Resource URLs keep file references only. If the resource content should become Memory, write OCR text, captions, transcripts, summaries, or human descriptions into content.

Session Multimodal Data

Write Flow

Session multimodal data is written in two steps:

  1. Call POST /api/resources to upload the file and get gumem://resources/<hex>.
  2. Call SDK add_messages / addMessages, or HTTP POST /api/sessions/{session_id}/messages, and pass resource_urls in the Message input.

POST /api/resources uses multipart/form-data:

FieldRequiredDescription
AuthorizationYesHeader in the form Api-Key <api_key>.
user_idYesUser ID from your application.
session_idNoRelated Session ID. Empty or missing values use default.
content_typeYesContent type of the uploaded file.
fileYesBinary file uploaded through the multipart file field.

In Message input, resource_urls is an array and should contain only internal resource URLs:

json
{
  "role": "user",
  "content": "User uploaded a receipt.
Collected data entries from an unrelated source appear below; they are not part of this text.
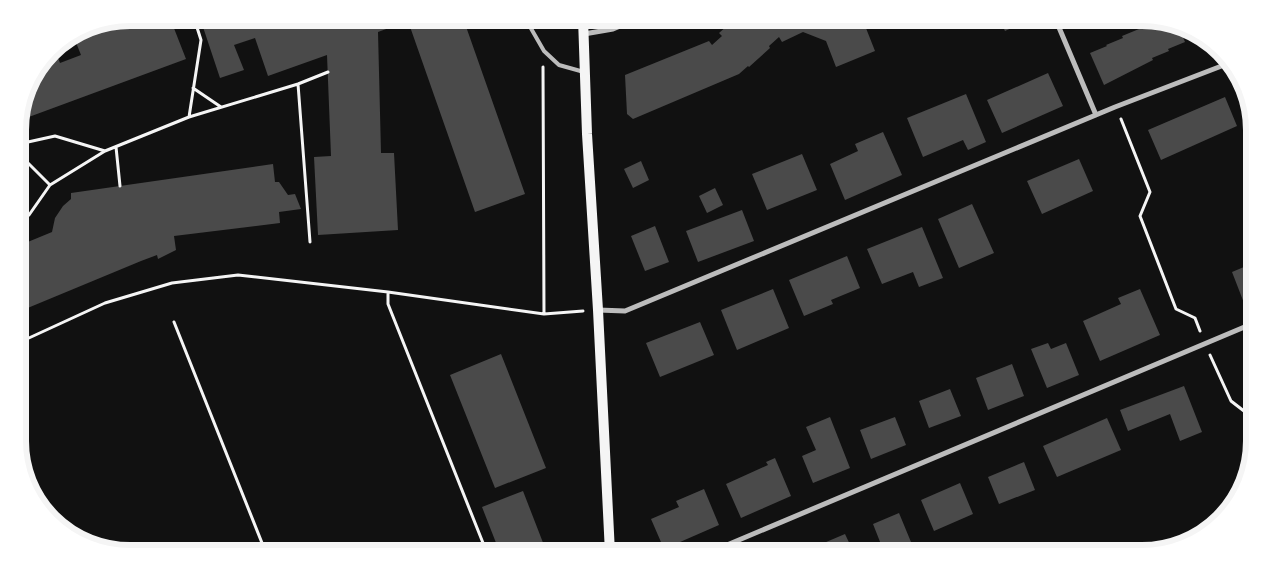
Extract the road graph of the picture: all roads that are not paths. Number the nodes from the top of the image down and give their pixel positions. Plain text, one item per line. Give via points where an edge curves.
1 (529, 26) edge
2 (584, 26) edge
3 (618, 26) edge
4 (1059, 26) edge
5 (584, 34) junction
6 (1223, 66) edge
7 (586, 72) junction
8 (1096, 115) junction
9 (598, 310) junction
10 (1246, 326) edge
11 (610, 545) edge
12 (727, 545) edge

1 - 7 lane via 544,52 559,64
2 - 5 main road
3 - 5 street
4 - 8 street
5 - 7 main road
6 - 8 street
7 - 9 main road
8 - 9 street via 625,311
9 - 11 main road
10 - 12 street

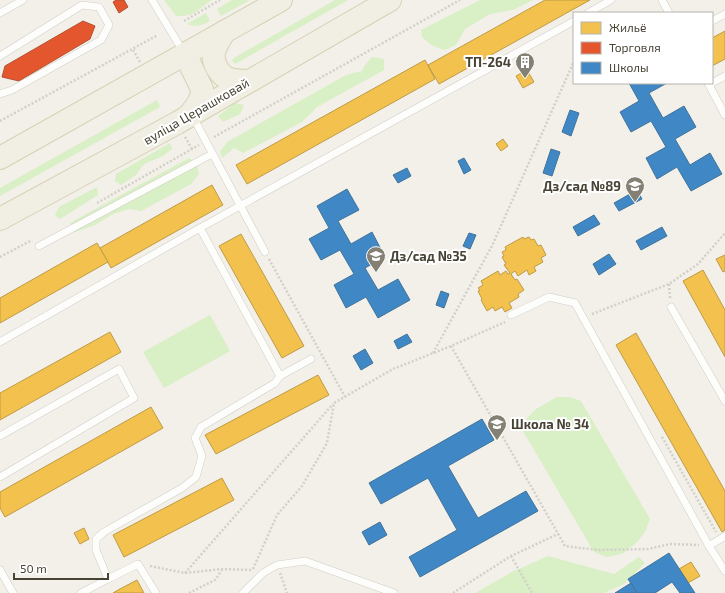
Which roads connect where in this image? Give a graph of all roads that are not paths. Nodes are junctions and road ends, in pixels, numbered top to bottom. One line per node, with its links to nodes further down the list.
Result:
1 (23, 0): 9 (lane)
2 (152, 0): 14 (lane)
3 (390, 0): 17 (main road, вуліца Церашковай)
4 (611, 0): 7 (lane)
5 (662, 0): 8 (lane)
6 (278, 1): 13 (main road)
7 (590, 12)
8 (668, 12)
9 (0, 13)
10 (725, 14): 11 (lane)
11 (713, 20)
12 (573, 22): 26 (lane)
13 (224, 32): 14 (main road); 17 (main road)
14 (185, 54): 20 (main road); 23 (main road); 25 (main road)
15 (0, 56): 21 (lane)
16 (725, 76): 18 (lane)
17 (248, 81): 20 (main road, вуліца Церашковай)
18 (713, 82)
19 (710, 84): 22 (lane)
20 (229, 92): 23 (main road, вуліца Церашковай)
21 (0, 94)
22 (725, 115)
23 (188, 120): 24 (lane); 27 (main road, вуліца Церашковай)
24 (212, 154): 26 (lane); 29 (lane)
25 (1, 155)
26 (241, 206): 28 (lane); 30 (lane)
27 (0, 219)
28 (200, 228): 33 (lane); 35 (lane)
29 (39, 246)
30 (265, 252)
31 (671, 307): 36 (lane)
32 (510, 318): 40 (lane)
33 (0, 342)
34 (311, 359): 35 (lane)
35 (280, 376): 43 (lane)
36 (725, 401)
37 (0, 436): 38 (lane)
38 (0, 477)
39 (722, 538): 40 (lane)
40 (709, 546): 42 (lane)
41 (0, 570): 44 (lane)
42 (725, 571)
43 (108, 579): 45 (lane); 46 (lane)
44 (13, 593)
45 (81, 593)
46 (156, 593)
47 (243, 593): 48 (lane)
48 (394, 593)

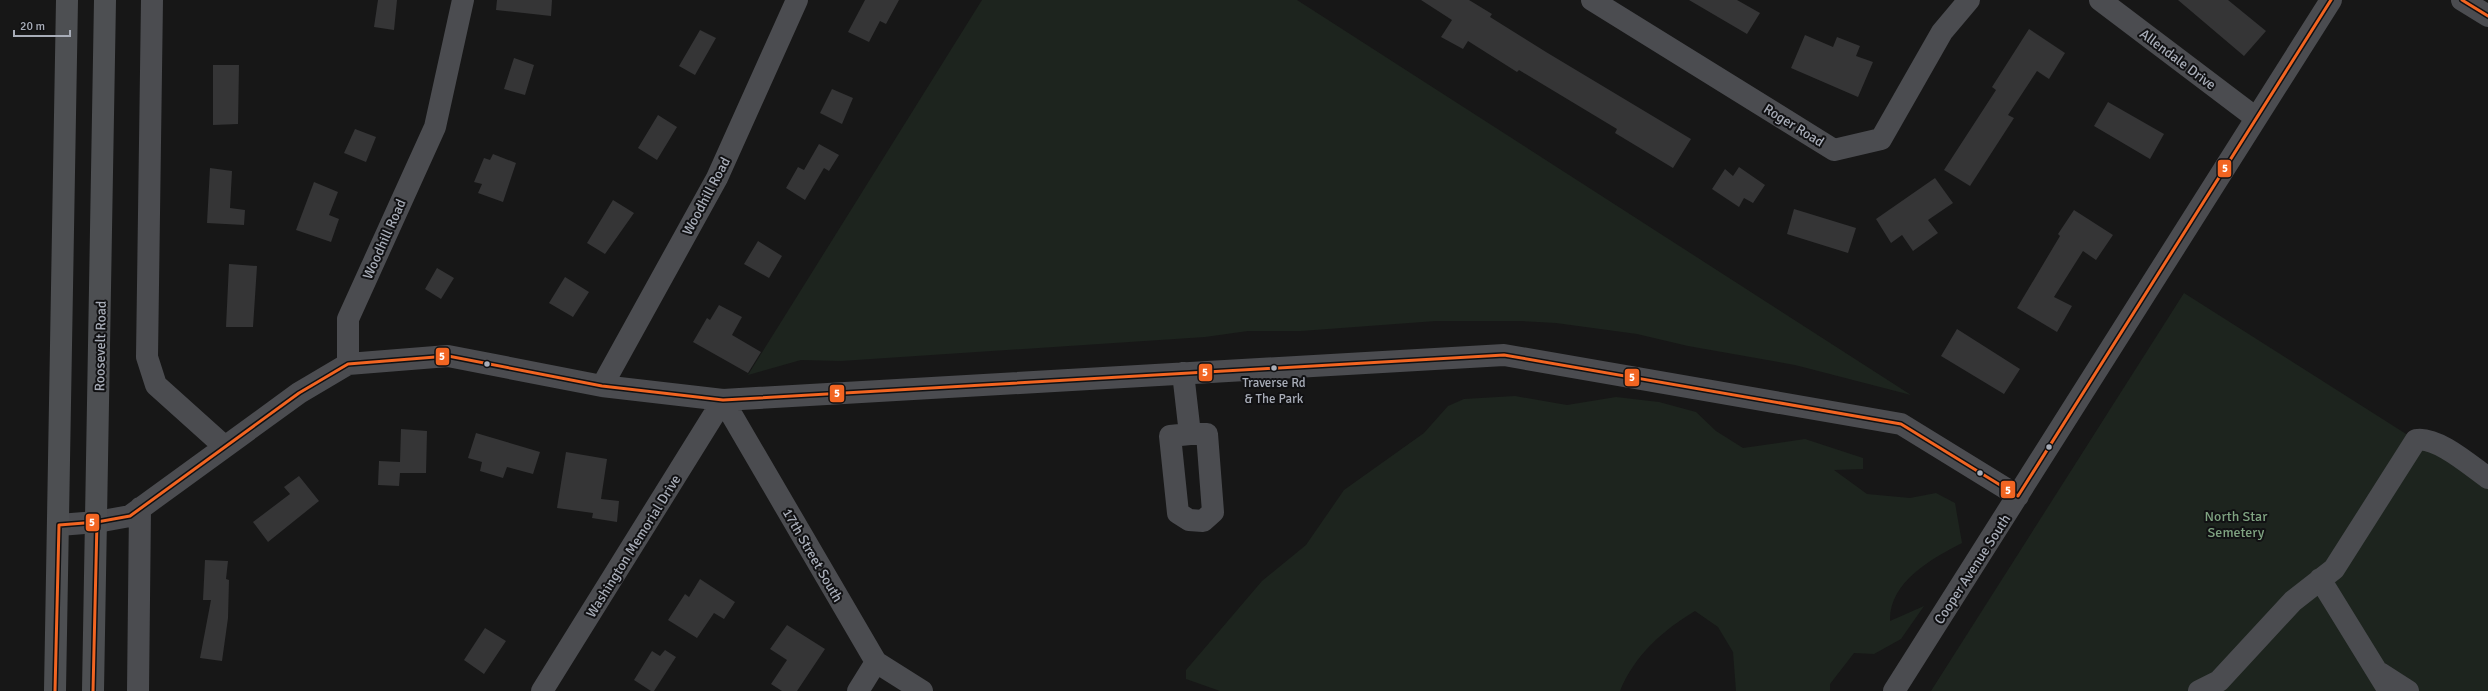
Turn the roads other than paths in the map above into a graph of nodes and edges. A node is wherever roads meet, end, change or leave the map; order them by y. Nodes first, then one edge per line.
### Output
1 (67, 0) edge
2 (105, 0) edge
3 (152, 0) edge
4 (463, 0) edge
5 (797, 0) edge
6 (1592, 0) edge
7 (1969, 0) edge
8 (2100, 0) edge
9 (2331, 0) edge
10 (2462, 0) edge
11 (2488, 16) edge
12 (2256, 118) junction
13 (348, 364) junction
14 (1183, 374) junction
15 (602, 386) junction
16 (723, 400) junction
17 (1190, 434) dead end
18 (225, 446) junction
19 (2488, 478) edge
20 (2018, 496) junction
21 (140, 508) junction
22 (97, 522) junction
23 (59, 525) junction
24 (2320, 579) junction
25 (876, 662) junction
26 (2377, 671) junction
27 (55, 691) edge
28 (93, 691) edge
29 (138, 691) edge
30 (542, 691) edge
31 (858, 691) edge
32 (922, 691) edge
33 (1894, 691) edge
34 (2199, 691) edge
35 (2389, 691) edge
36 (2408, 691) edge

1 - 23 main road
2 - 22 main road, Roosevelt Road
3 - 18 street
4 - 13 street, Woodhill Road
5 - 15 street, Woodhill Road
6 - 7 street, Roger Road
8 - 12 street, Allendale Drive
9 - 12 street, Cooper Avenue South
10 - 11 street
12 - 20 street, Cooper Avenue South
13 - 15 street
13 - 18 street
14 - 16 street
14 - 17 street
14 - 20 street
15 - 16 street
16 - 25 street, 17th Street South
16 - 30 street, Washington Memorial Drive
18 - 21 street
19 - 24 street
20 - 33 street, Cooper Avenue South
21 - 22 street
21 - 29 street
22 - 23 street
22 - 28 main road, Roosevelt Road
23 - 27 main road
24 - 26 street
24 - 34 street
25 - 31 street
25 - 32 street, 17th Street South
26 - 35 street
26 - 36 street

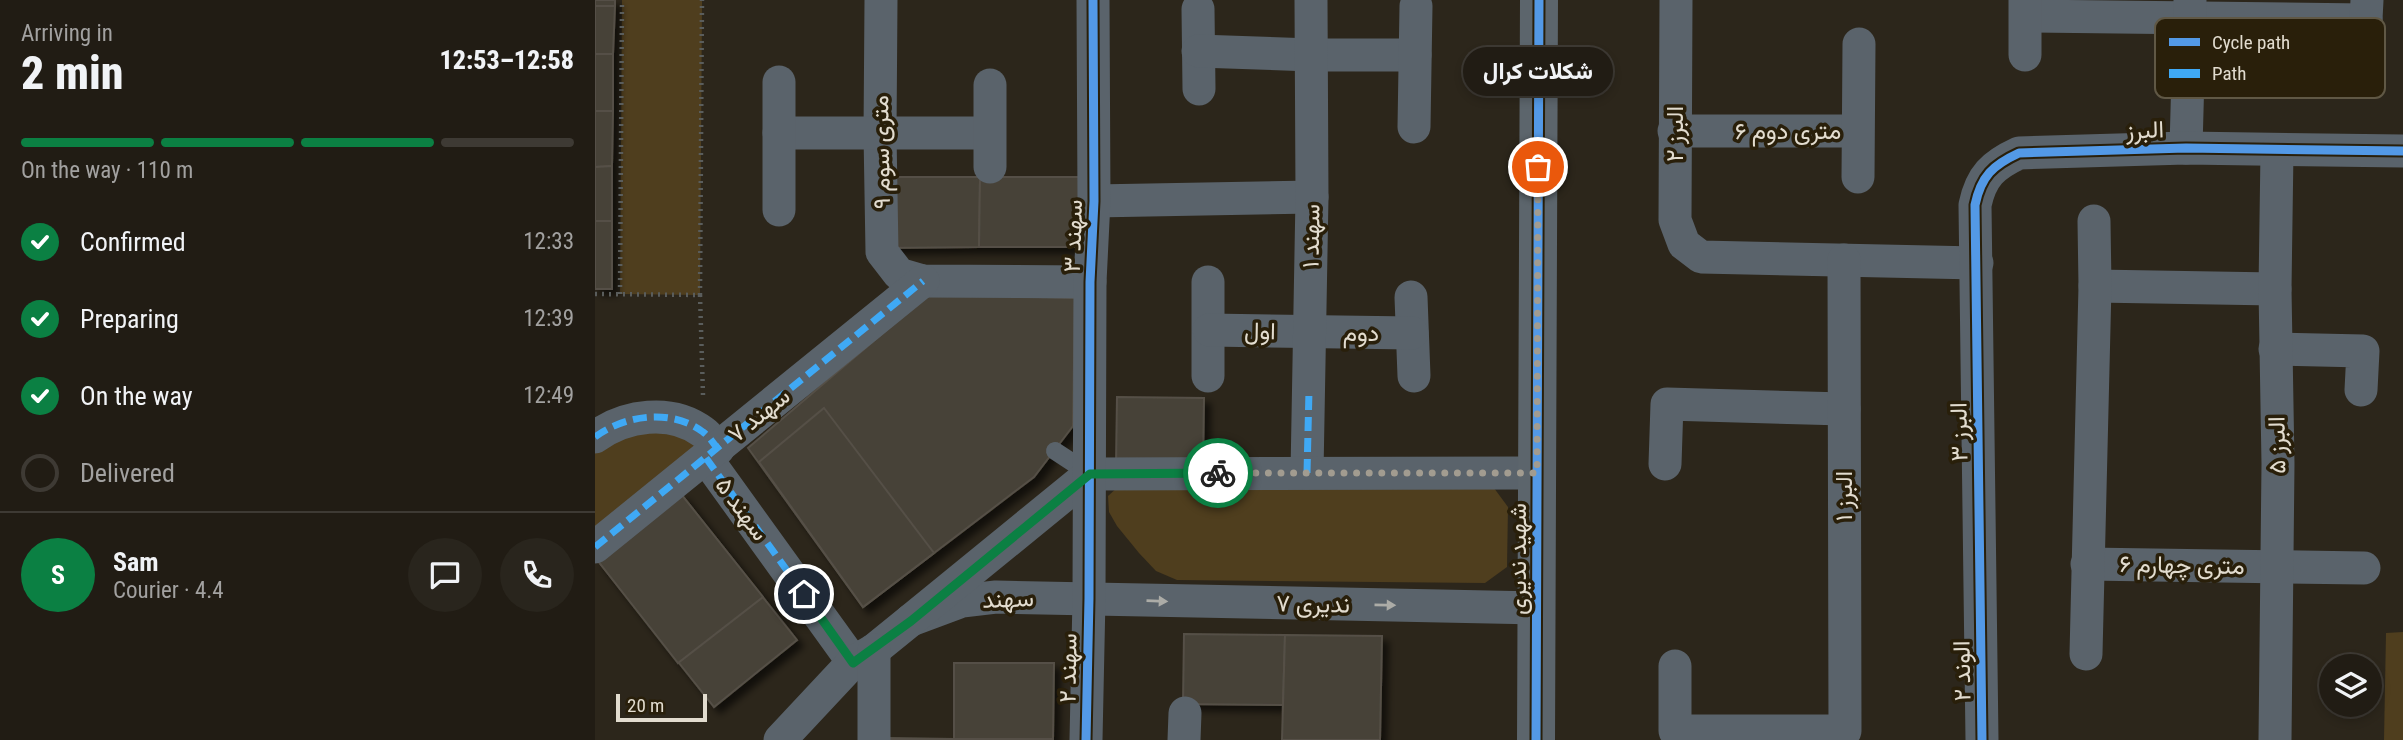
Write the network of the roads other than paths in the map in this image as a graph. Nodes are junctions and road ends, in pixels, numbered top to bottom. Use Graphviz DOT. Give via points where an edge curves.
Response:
graph roads {
  1 [pos="881,0"];
  2 [pos="1093,0"];
  3 [pos="1311,0"];
  4 [pos="1539,0"];
  5 [pos="1676,0"];
  6 [pos="1416,6"];
  7 [pos="2026,8"];
  8 [pos="2189,8"];
  9 [pos="1198,9"];
  10 [pos="2366,10"];
  11 [pos="1859,44"];
  12 [pos="1198,51"];
  13 [pos="1312,55"];
  14 [pos="1415,55"];
  15 [pos="2025,55"];
  16 [pos="779,82"];
  17 [pos="991,85"];
  18 [pos="1199,89"];
  19 [pos="2187,98"];
  20 [pos="1414,127"];
  21 [pos="1674,131"];
  22 [pos="1856,131"];
  23 [pos="779,133"];
  24 [pos="880,134"];
  25 [pos="989,134"];
  26 [pos="2186,148"];
  27 [pos="2277,151"];
  28 [pos="2403,151"];
  29 [pos="990,167"];
  30 [pos="1857,177"];
  31 [pos="1312,197"];
  32 [pos="1094,201"];
  33 [pos="779,210"];
  34 [pos="2094,221"];
  35 [pos="1844,260"];
  36 [pos="1977,263"];
  37 [pos="923,281"];
  38 [pos="1090,282"];
  39 [pos="1208,282"];
  40 [pos="2095,286"];
  41 [pos="2275,289"];
  42 [pos="1411,297"];
  43 [pos="1209,330"];
  44 [pos="1310,332"];
  45 [pos="1412,333"];
  46 [pos="2276,349"];
  47 [pos="1208,376"];
  48 [pos="1414,376"];
  49 [pos="2361,390"];
  50 [pos="1844,408"];
  51 [pos="595,437"];
  52 [pos="709,446"];
  53 [pos="1055,450"];
  54 [pos="1665,464"];
  55 [pos="1307,473"];
  56 [pos="1537,473"];
  57 [pos="1090,474"];
  58 [pos="595,547"];
  59 [pos="2087,564"];
  60 [pos="2277,566"];
  61 [pos="2364,568"];
  62 [pos="1089,598"];
  63 [pos="1980,601"];
  64 [pos="1537,608"];
  65 [pos="911,621"];
  66 [pos="2086,654"];
  67 [pos="863,656"];
  68 [pos="1675,666"];
  69 [pos="780,740"];
  70 [pos="874,740"];
  71 [pos="1086,740"];
  72 [pos="1537,740"];
  73 [pos="1982,740"];
  74 [pos="2275,740"];
  1 -- 24 [label="street, ۹ متری سوم"];
  2 -- 32 [label="street, سهند ۳"];
  3 -- 13 [label="street, سهند ۱"];
  4 -- 56 [label="street, شهید ندیری"];
  5 -- 21 [label="street, البرز ۲"];
  6 -- 14 [label="street"];
  7 -- 8 [label="street"];
  7 -- 15 [label="street"];
  8 -- 10 [label="street"];
  9 -- 12 [label="street"];
  11 -- 22 [label="street, ۶ متری دوم"];
  12 -- 13 [label="street"];
  12 -- 18 [label="street"];
  13 -- 14 [label="street"];
  13 -- 31 [label="street, سهند ۱"];
  14 -- 20 [label="street"];
  16 -- 23 [label="street"];
  17 -- 25 [label="street"];
  19 -- 26 [label="street"];
  21 -- 22 [label="street, ۶ متری دوم"];
  21 -- 35 [label="street, البرز ۲" via="1675,220 1684,244 1701,257"];
  22 -- 30 [label="street"];
  23 -- 24 [label="street"];
  23 -- 33 [label="street"];
  24 -- 25 [label="street"];
  24 -- 37 [label="street, ۹ متری سوم" via="882,252 899,274"];
  25 -- 29 [label="street"];
  26 -- 27 [label="street, البرز"];
  26 -- 36 [label="street, البرز" via="2019,153 2001,161 1979,186 1975,205"];
  27 -- 28 [label="street, البرز"];
  27 -- 41 [label="street, البرز ۵"];
  31 -- 32 [label="street"];
  31 -- 44 [label="street, سهند ۱"];
  32 -- 38 [label="street, سهند ۳"];
  34 -- 40 [label="street"];
  35 -- 36 [label="street"];
  35 -- 50 [label="street, البرز ۱"];
  36 -- 63 [label="street, البرز ۳"];
  37 -- 38 [label="street"];
  37 -- 52 [label="street, سهند ۷"];
  38 -- 57 [label="street, سهند ۳"];
  39 -- 43 [label="street"];
  40 -- 41 [label="street"];
  40 -- 59 [label="street"];
  41 -- 46 [label="street, البرز ۵"];
  42 -- 45 [label="street"];
  43 -- 44 [label="street, اول"];
  43 -- 47 [label="street"];
  44 -- 45 [label="street, دوم"];
  44 -- 55 [label="street, سهند ۱"];
  45 -- 48 [label="street"];
  46 -- 49 [label="street" via="2363,351"];
  46 -- 60 [label="street, البرز ۵"];
  50 -- 54 [label="street" via="1667,404"];
  50 -- 68 [label="street, البرز ۱" via="1845,731 1675,731"];
  51 -- 52 [label="street" via="630,419 657,417 682,421"];
  52 -- 58 [label="street, سهند ۷"];
  52 -- 67 [label="street, سهند ۵"];
  53 -- 57 [label="lane"];
  55 -- 56 [label="street"];
  55 -- 57 [label="street"];
  56 -- 64 [label="street, شهید ندیری"];
  57 -- 62 [label="street, سهند ۳"];
  57 -- 65 [label="street, سهند"];
  59 -- 60 [label="street, ۶ متری چهارم"];
  59 -- 66 [label="street"];
  60 -- 61 [label="street, ۶ متری چهارم"];
  60 -- 74 [label="street, البرز ۵"];
  62 -- 64 [label="street, ندیری ۷, one-way"];
  62 -- 65 [label="street, سهند" via="962,601"];
  62 -- 71 [label="street, سهند ۲"];
  63 -- 73 [label="street, الوند ۲"];
  64 -- 72 [label="street, شهید ندیری"];
  65 -- 67 [label="street"];
  67 -- 69 [label="street"];
  67 -- 70 [label="street"];
}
OCR text: dinner at Bistro A, total 86.40 SGD.",
  "resource_urls": ["gumem://resources/<hex>"]
}

Supported File Types

text, image, video, and pdf resources are all uploaded through the multipart file field. Set content_type during upload to identify the resource type.

Typecontent_type
Texttext/plain
Imageimage/png, image/jpeg, image/webp
Videovideo/mp4
PDFapplication/pdf

Images Integration Example

Upload the image resource first:

bash
curl -X POST "http://localhost:8000/api/resources" \
  -H "Authorization: Api-Key <api_key>" \
  -F "user_id=user_123" \
  -F "session_id=session_123" \
  -F "content_type=image/png" \
  -F "file=@./receipt.png"

Take the resource URL from the response, such as gumem://resources/<hex>, then write the conversation Message:

bash
curl -X POST "http://localhost:8000/api/sessions/session_123/messages" \
  -H "Authorization: Api-Key <api_key>" \
  -H "Content-Type: application/json" \
  -d '{
    "messages": [
      {
        "role": "user",
        "content": "User uploaded a receipt image. OCR text: dinner at Bistro A, total 86.40 SGD, paid on 2026-04-24.",
        "resource_urls": ["gumem://resources/<hex>"]
      }
    ]
  }'

Behavior Multimodal Data

Behavior multimodal data uses the same resource flow as session multimodal data: call POST /api/resources to upload the resource first, then write the behavior record.

The difference is the write method. Use User Actions / ActionLog methods, such as gumem.userActions.create(...) in the Node SDK or gumem.user_actions.create(...) in the Python SDK. Pass resource_urls in ActionLog input to associate the files produced or referenced when the behavior happened.

ts
await gumem.userActions.create({
  user_id: "user_123",
  timestamp: new Date(),
  content: "User uploaded a signed contract PDF during onboarding.",
  session_id: "session_123",
  event_type: "document_upload",
  page: "onboarding",
  resource_urls: ["gumem://resources/<hex>"]
});
python
from datetime import datetime, timezone

gumem.user_actions.create({
    "user_id": "user_123",
    "timestamp": datetime(2026, 4, 24, 12, 30, tzinfo=timezone.utc),
    "content": "User uploaded a signed contract PDF during onboarding.",
    "session_id": "session_123",
    "event_type": "document_upload",
    "page": "onboarding",
    "resource_urls": ["gumem://resources/<hex>"],
})

resource_urls only represents the reference between the ActionLog and the resources. If GUMem should remember what is inside the file, write a summary, transcript, recognition result, or human description into content.

File Size Limits

Callers should control file size before upload based on the resource type:

TypeRecommended limit
Text1 MB
Image10 MB
PDF25 MB
Video100 MB

Uploads fail when files exceed the limit. Compress the file before upload, or split long text, long PDFs, and long videos into smaller resources before uploading.